Orange roughy fisheries have been considered by some as contentious.  The fisheries have been variously touted as "unsustainable" and remain "red-listed" as a poor seafood choice by several environmental organisations.

Deepwater Group (DWG) and the Ministry for Primary Industries (MPI) are committed to ensuring New Zealand's orange roughy fisheries are sustainably managed.  To this effect, we have implemented a suite of comprehensive science, monitoring and management measures since the early 2000s.
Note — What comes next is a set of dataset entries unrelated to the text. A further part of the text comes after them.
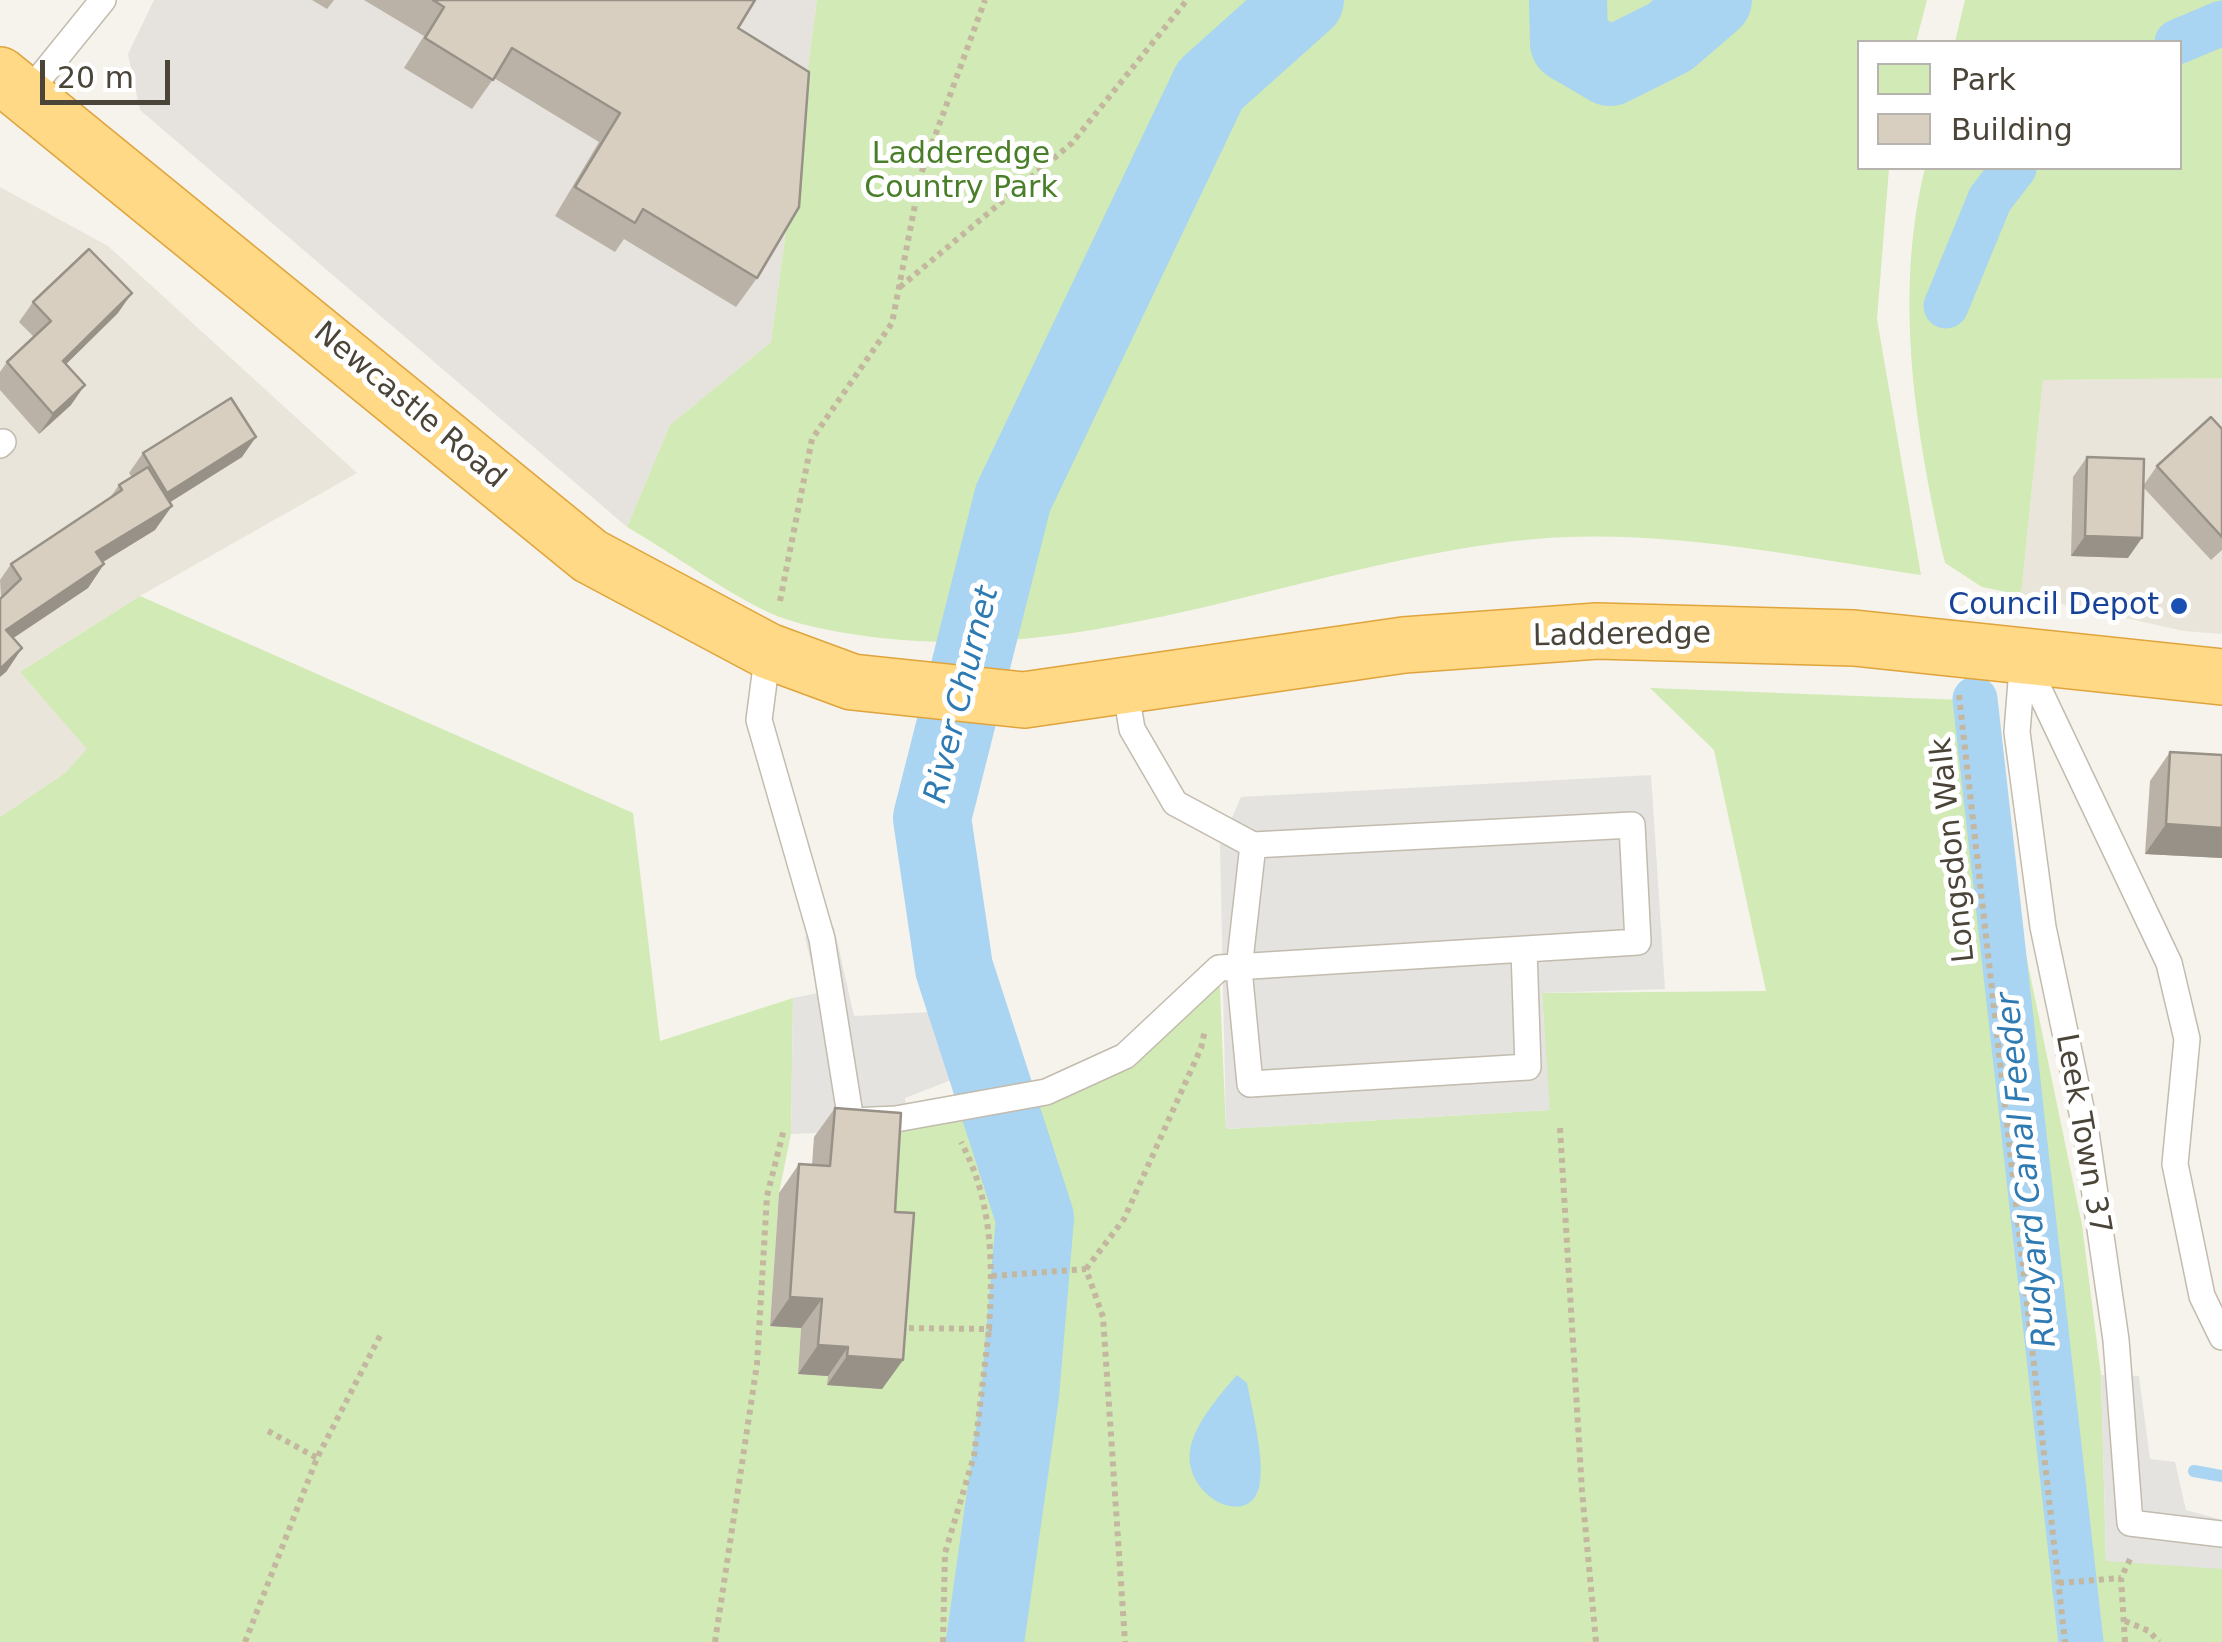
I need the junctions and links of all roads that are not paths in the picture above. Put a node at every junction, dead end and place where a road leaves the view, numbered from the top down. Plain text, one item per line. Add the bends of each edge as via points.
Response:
1 (103, 0) edge
2 (13, 85) edge
3 (768, 651) junction
4 (2023, 656) junction
5 (2222, 677) edge
6 (1125, 686) junction
7 (1024, 700) joint
8 (1253, 845) junction
9 (1524, 950) junction
10 (1229, 969) junction
11 (2222, 1337) edge
12 (2222, 1534) edge

1 - 2 lane
2 - 3 highway, Newcastle Road via 590,556
3 - 7 highway, Newcastle Road via 852,682
3 - 10 lane via 758,720 822,940 852,1122 1046,1092 1125,1056
4 - 5 highway, Ladderedge
4 - 6 highway, Ladderedge via 1854,638 1598,631 1404,645
4 - 11 lane via 2169,962 2187,1039 2174,1164 2202,1296
4 - 12 lane, Leek Town 37 via 2017,732 2043,927 2086,1132 2116,1340 2130,1522
6 - 7 highway, Ladderedge
6 - 8 lane via 1132,729 1174,803
8 - 9 lane via 1632,825 1638,942
8 - 10 lane
9 - 10 lane
9 - 10 lane via 1528,1067 1250,1084

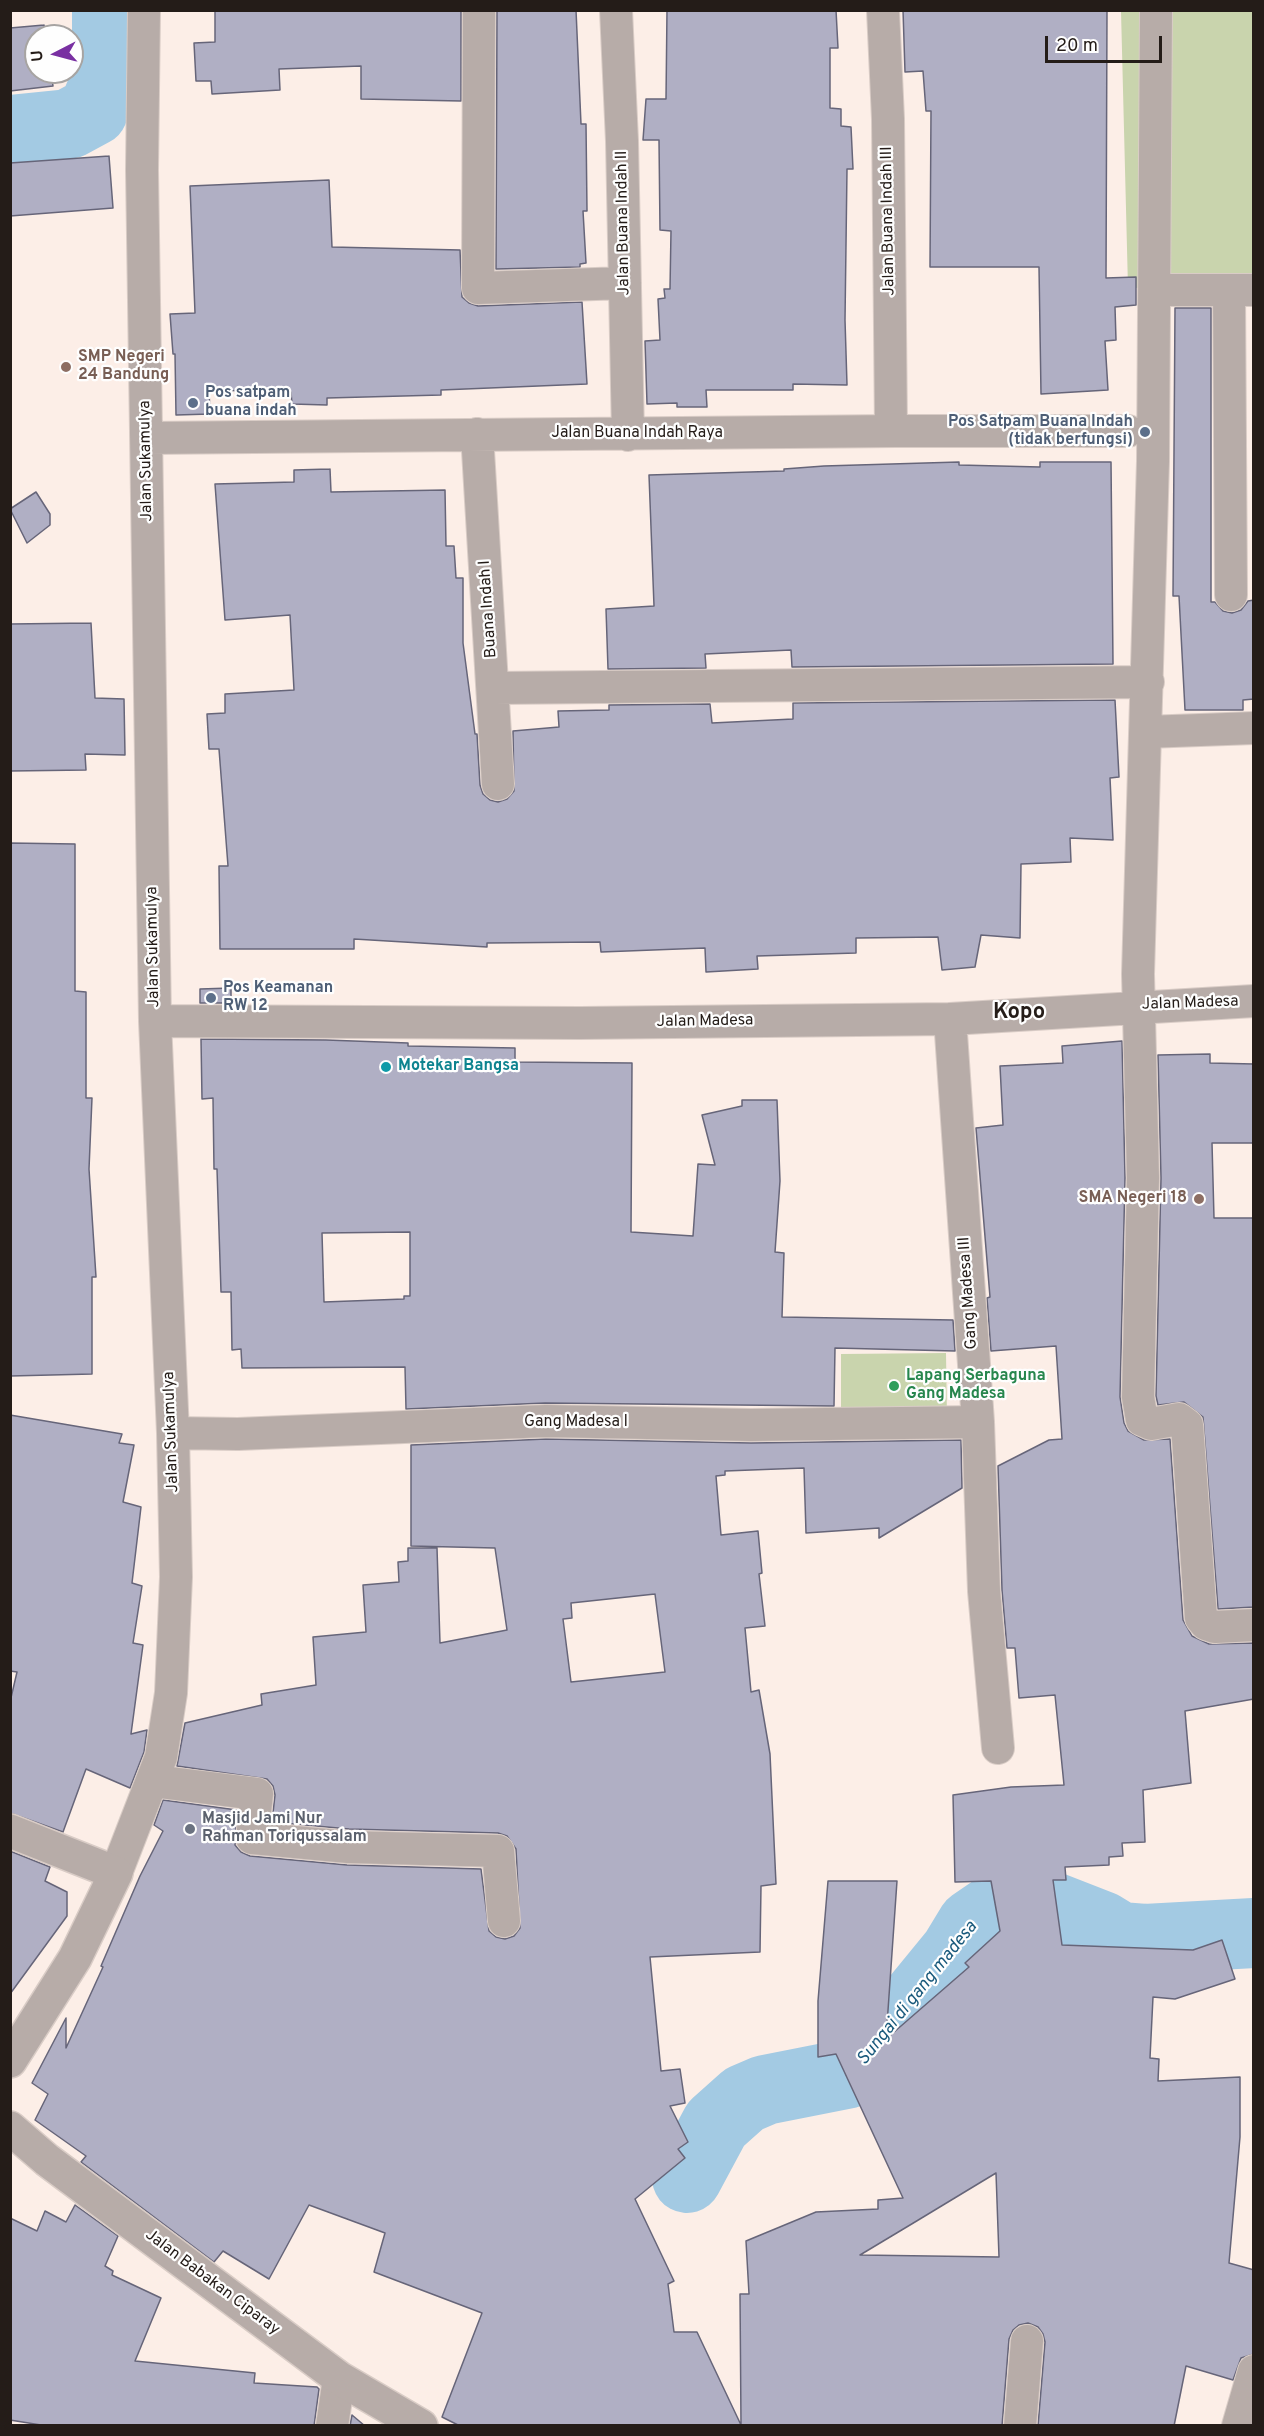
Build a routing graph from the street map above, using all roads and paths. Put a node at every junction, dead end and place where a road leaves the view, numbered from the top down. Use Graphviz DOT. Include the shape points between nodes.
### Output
graph roads {
  1 [pos="144,10"];
  2 [pos="479,10"];
  3 [pos="616,10"];
  4 [pos="883,10"];
  5 [pos="1156,10"];
  6 [pos="625,283"];
  7 [pos="1156,290"];
  8 [pos="1241,290"];
  9 [pos="1154,401"];
  10 [pos="891,431"];
  11 [pos="1128,432"];
  12 [pos="477,434"];
  13 [pos="628,435"];
  14 [pos="147,438"];
  15 [pos="1153,460"];
  16 [pos="1231,595"];
  17 [pos="1148,682"];
  18 [pos="494,688"];
  19 [pos="1254,728"];
  20 [pos="1146,732"];
  21 [pos="498,784"];
  22 [pos="1254,1001"];
  23 [pos="1138,1006"];
  24 [pos="950,1019"];
  25 [pos="155,1021"];
  26 [pos="978,1422"];
  27 [pos="173,1433"];
  28 [pos="1254,1624"];
  29 [pos="998,1748"];
  30 [pos="153,1781"];
  31 [pos="10,1831"];
  32 [pos="116,1873"];
  33 [pos="504,1921"];
  34 [pos="10,2061"];
  35 [pos="10,2128"];
  36 [pos="1028,2341"];
  37 [pos="1254,2372"];
  38 [pos="339,2378"];
  39 [pos="332,2426"];
  40 [pos="421,2426"];
  41 [pos="1020,2426"];
  42 [pos="1239,2426"];
  1 -- 14 [label="street, Jalan Sukamulya" via="142,170"];
  2 -- 6 [label="street" via="478,288"];
  3 -- 6 [label="street, Jalan Buana Indah II"];
  4 -- 10 [label="street, Jalan Buana Indah III"];
  5 -- 7 [label="street"];
  6 -- 13 [label="street, Jalan Buana Indah II"];
  7 -- 8 [label="street"];
  7 -- 9 [label="street"];
  8 -- 16 [label="street"];
  9 -- 11 [label="street"];
  9 -- 15 [label="street"];
  10 -- 11 [label="street, Jalan Buana Indah Raya"];
  10 -- 13 [label="street, Jalan Buana Indah Raya"];
  11 -- 15 [label="street"];
  12 -- 13 [label="street, Jalan Buana Indah Raya"];
  12 -- 14 [label="street, Jalan Buana Indah Raya"];
  12 -- 18 [label="street, Buana Indah I"];
  14 -- 25 [label="street, Jalan Sukamulya"];
  15 -- 17 [label="street"];
  17 -- 18 [label="street"];
  17 -- 20 [label="street"];
  18 -- 21 [label="street, Buana Indah I"];
  19 -- 20 [label="street"];
  20 -- 23 [label="street"];
  22 -- 23 [label="street, Jalan Madesa"];
  23 -- 24 [label="street, Jalan Madesa"];
  23 -- 28 [label="street" via="1143,1178 1137,1341 1139,1414 1151,1424 1179,1419 1188,1425 1201,1618 1215,1627"];
  24 -- 25 [label="street, Jalan Madesa" via="580,1023"];
  24 -- 26 [label="street, Gang Madesa III"];
  25 -- 27 [label="street, Jalan Sukamulya"];
  26 -- 27 [label="street, Gang Madesa I" via="751,1425 546,1421 238,1434"];
  26 -- 29 [label="street, Gang Madesa III" via="984,1591"];
  27 -- 30 [label="street, Jalan Sukamulya" via="176,1577 171,1693 162,1757"];
  30 -- 32 [label="street, Jalan Sukamulya"];
  30 -- 33 [label="street" via="257,1794 252,1838 348,1847 498,1851"];
  31 -- 32 [label="street"];
  32 -- 34 [label="street" via="75,1958"];
  35 -- 38 [label="street, Jalan Babakan Ciparay" via="47,2160"];
  36 -- 41 [label="street"];
  37 -- 42 [label="street"];
  38 -- 39 [label="street"];
  38 -- 40 [label="street, Jalan Babakan Ciparay"];
}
We are confident these efforts have been successful and are now verifying this through third-party certification so that our consumers can continue to buy New Zealand orange roughy with confidence.

1998
New acoustic biomass surveys undertaken to inform stock assessments.
2007
Workshop undertaken to analyse the certification potential of New Zealand EEZ fisheries, including orange roughy.
2008
All New Zealand orange roughy fisheries undergo a gap analysis with independent and confidential pre-assessments undertaken by Moody Marine (now Intertek) (Stage One of our Fisheries Certification Programme). These pre-assessments provided DWG and MPI with high-level evaluations of each fishery against the MSC Standard and identified areas for improvement in order to achieve certification.
2009
Detailed confidential pre-assessments of a range of deepwater fisheries, including four orange roughy fisheries, undertaken by Moody Marine.
2009
Based on the pre-assessments, DWG and MPI internally implemented a Remedial Action Plan to improve the science and management of the orange roughy fisheries with the objective of aligning the fisheries’ performance with the MSC Standard (Stage Two FCP). To date, the focus has been on the four main orange roughy fisheries, which comprise over 75% of the total orange roughy catch.
2013
In response to requests by WWF, DWG developed formal, public and time-bound Fisheries Improvement Plans (FIPs) for each of the four main orange roughy fisheries (i.e. Mid East Coast, ORH3B North Chatham Rise, ORH3B East and South Chatham Rise, and ORH7A Challenger). These have been developed and implemented based on the MSC FIP template and benchmarking tools (Stage Two FCP).
2013
An Assessment of Environmental Effects of Fishing (AEEF) for each of the four main orange roughy fisheries was undertaken by an expert panel against the MSC Standard. For full details and to download the report, click here.
2013
Pre-assessments of the four main orange roughy fisheries were undertaken by MRAG Americas. These updated the 2009 pre-assessments and accounted for any changes since that time. For full details and to download MRAG's report, click here.
2014
Three orange roughy fisheries (ORH3B North Chatham Rise, ORH3B East and South Chatham Rise, and ORH7A Challenger) enter full MSC assessment (Stage Three). MRAG Americas was contracted as the ‘Conformity Assessment Body’ (the independent assessors). A site visit, including stakeholder meetings, to gather information on the fisheries was held July-August. All documents provided to the assessors by DWG and MPI have been made public.
2015
MRAG assesses the information provided and prepares their Draft Report on the assessment of the three orange roughy fisheries.
2016
MRAG recommends that the fisheries be certified and releases their Draft Report for public comment.
2016
MRAG considers comments from stakeholders and releases their Final Report (Volume 1 and Volume 2), which recommends the fisheries be certified as sustainable against the MSC standard.
2016
Following objections, the Independent Adjudicator rules to uphold the decision by MRAG to certify the fisheries as sustainable (Public Certification Report). New Zealand orange roughy is MSC certified for 5 years, subject to ongoing performance against the MSC Certification Standard. Conditions of Certification were imposed against four of the 31 Performance Indicators assessed, requiring further work to be undertaken towards achieving a score of SG80 for these against the MSC Certification Standard.  The PIs requiring improvement related to the status of the ORH3B ESCR stock in relation to its target reference point; the effects of fishing on ETP species in the ORH3B NWCR and ORH3B ESCR fisheries; the availability of information to support the management of fishery impacts on ETP species; the requirement for an external review of the fishery-specific management system.
2018
The second annual surveillance audit assessed that progress against two Conditions (i.e. stock status and external review of the fishery-specific management system), was sufficient to be rescored and were closed out. 
2020
The third annual surveillance audit assessed that progress against the remaining two Conditions (i.e. effects of fishing on ETP species and availability of information to support the management of fishery impacts on ETP species), was sufficient to be rescored and were closed out.